El otro día estaba en la ducha, cuando de pronto asomó una cabeza por entre las cortinas. Como pueden suponer, el susto fue morrocotudo, a pesar de toda la flema inglesa que pueda tener uno reservada para estos casos. Después de respirar hondo y de haberme hecho yo mismo los primeros auxilios, recogiendo mi corazón del suelo de la ducha y volviéndomelo a poner en su sitio, le pregunté a aquél hombre, por simple curiosidad, lo que hacía en mi ducha, porque ya se había colado dentro, a pesar de ir vestido de traje y corbata. “Soy de la SGAE”, me dijo, “y usted estaba cantando La Cucaracha en la ducha sin permiso, señor mío. Así que creo que nos debe una suma.”
Al principio me quedé perplejo, pero, como sucede en estos casos, lo primero que hice fue declararme inocente. “Oiga, no sabía que la SGAE había llegado hasta tal punto. Yo solo la estaba tarareando, ¿entiende?, ta-ra-re-an-do. Y además, no me diga que por La Cucaracha alguien en su sano juicio pagaría algo…”
“Todos dicen lo mismo”, replicó el hombre, “¡Que solo estaban tarareando!, ya, ya… ¡Que no les gusta La Cucaracha!”, y sacó una calculadora en la que se puso a hacer extrañas operaciones. “¿Y si la hubiese silbado?”, pregunté yo. “Entonces habría que considerar que es una versión, señor mío”, dijo el hombre. “Oiga, esto no puede ser…”, me resistí, y añadí, por si colaba: “¿No se le va a estropear la calculadora con tanta agua?”. Pero aquel hombre permaneció inmutable bajo el chorro de la ducha, sorbiéndose de cuando en cuando las gotas que le caían por la cara, y que le hacían una cascada en el mentón.
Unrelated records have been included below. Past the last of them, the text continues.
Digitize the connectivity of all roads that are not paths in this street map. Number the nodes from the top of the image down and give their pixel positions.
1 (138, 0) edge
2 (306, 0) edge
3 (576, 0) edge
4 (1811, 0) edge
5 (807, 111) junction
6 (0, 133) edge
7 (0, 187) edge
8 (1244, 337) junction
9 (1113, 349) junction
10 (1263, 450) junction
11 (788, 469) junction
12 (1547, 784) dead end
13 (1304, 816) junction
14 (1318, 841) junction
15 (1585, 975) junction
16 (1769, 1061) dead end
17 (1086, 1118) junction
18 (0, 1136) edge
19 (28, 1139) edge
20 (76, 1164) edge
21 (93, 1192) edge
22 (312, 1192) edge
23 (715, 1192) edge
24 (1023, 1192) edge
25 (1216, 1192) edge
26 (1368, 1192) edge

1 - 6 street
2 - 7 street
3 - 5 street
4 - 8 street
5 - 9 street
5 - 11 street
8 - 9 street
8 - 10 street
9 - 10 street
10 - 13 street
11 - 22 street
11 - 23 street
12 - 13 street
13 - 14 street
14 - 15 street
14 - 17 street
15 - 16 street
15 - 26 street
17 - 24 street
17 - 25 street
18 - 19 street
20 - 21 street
Parecía ya que cualquier argumento que yo presentase en mi defensa era aceptar una realidad que ya me había condenado, así que opté por otra técnica más cordial, y le dije: “Oiga, ¿y si le interpreto ahora alguna canción mía? Por usted lo hago gratis”. El hombre me miró fijamente, y me espetó: “Muy señor mío, no me tome por idiota, que yo estoy trabajando. Usted estaba interpretando una famosa canción, lo hacía a un nivel comunitario –quien nos dice que no se le oye cantar por el patio interior-, y por ello es usted culpable de tararear, de silbar y de la reproducción por cualquier medio de una composición ajena, que, como todos los artículos de consumo, tiene su precio. Es de cajón.”
Reconozco que aquella vez, pagué. Me salió a un euro la cosa, porque reconocí, después de un breve interrogatorio, que también había cantado bajo la ducha Gavilán o Paloma, de Pablo Abraira, en numerosas ocasiones.
Ahora, cuando canto, lo hago con mucho más cuidado. Cuando le tarareo una canción a algún amigo, miro antes a un lado y al otro de la calle, no vaya a ser que haya alguien de la SGAE acechando, preparado para saltarme encima y decirme lo que le debo. Y es que yo comprendo lo de los derechos de autor, pero creo que se están pasando… De hecho, cuando uso el váter, me da miedo reproducir, con flatulencias, sin darme cuenta, alguna canción de Ana Belén.